Background: External anal sphincter (EAS) electromyography (EMG) abnormalities can distinguish multiple system atrophy (MSA) from Parkinson’s disease in the first five years after disease onset. However, the prevalence of the abnormalities in the early stages of MSA is unknown.

Objectives: To present EAS-EMG data in the various stages of MSA.
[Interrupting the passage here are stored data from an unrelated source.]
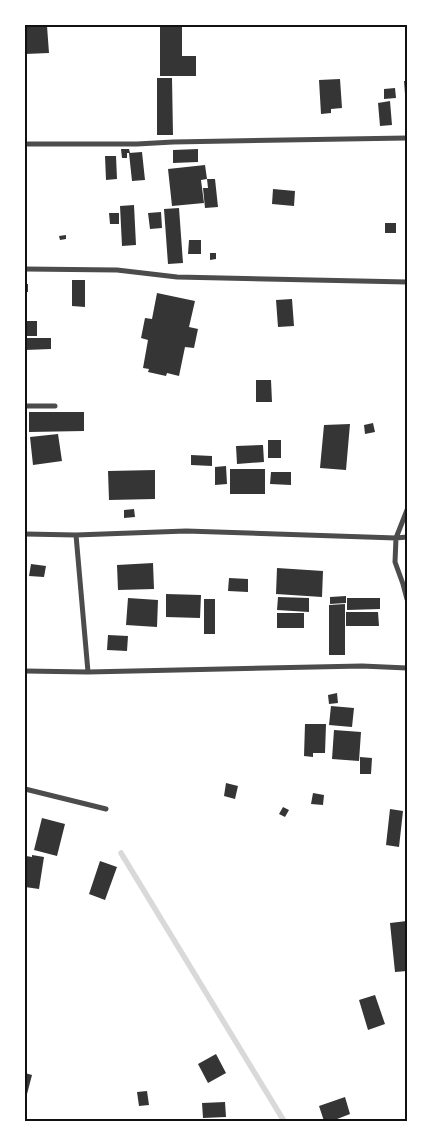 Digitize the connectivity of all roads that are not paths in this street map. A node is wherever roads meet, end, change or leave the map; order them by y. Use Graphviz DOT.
graph roads {
  1 [pos="407,138"];
  2 [pos="25,144"];
  3 [pos="25,269"];
  4 [pos="407,282"];
  5 [pos="25,406"];
  6 [pos="55,406"];
  7 [pos="407,510"];
  8 [pos="25,534"];
  9 [pos="76,535"];
  10 [pos="407,537"];
  11 [pos="396,538"];
  12 [pos="407,599"];
  13 [pos="407,668"];
  14 [pos="25,671"];
  15 [pos="88,672"];
  16 [pos="25,789"];
  17 [pos="106,809"];
  1 -- 2 [label="street"];
  3 -- 4 [label="street"];
  5 -- 6 [label="street"];
  7 -- 11 [label="street"];
  8 -- 9 [label="street"];
  9 -- 11 [label="street"];
  9 -- 15 [label="street"];
  10 -- 11 [label="street"];
  11 -- 12 [label="street"];
  13 -- 15 [label="street"];
  14 -- 15 [label="street"];
  16 -- 17 [label="street"];
}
Methods: 84 patients with “probable” MSA were recruited (42 men, 42 women; mean age 62 years (range 47 to 78); mean disease duration 3.2 years (0.5 to 8.0; <1 year in 25%); 50 cerebellar form (MSA-C), 34 parkinsonian form (MSA-P)). EAS motor unit potential (MUP) analysis and EMG cystometry were carried out in all patients.

Results: The overall prevalence of neurogenic change of the EAS MUP was 62%—52% in the first year after disease onset, increasing to 83% by the fifth year (p<0.05); it also increased with severity of gait disturbance (p<0.05), storage and voiding disorders, and detrusor sphincter dyssynergy (NS). The neurogenic change was not correlated with sex, age, MSA-P/C, postural hypotension, constipation, erectile dysfunction in men, underactive or acontractile detrusor, or detrusor overactivity. In 17 incontinent patients without detrusor overactivity or low compliance, urinary incontinence was more severe in those with neurogenic change than in those without (p<0.05).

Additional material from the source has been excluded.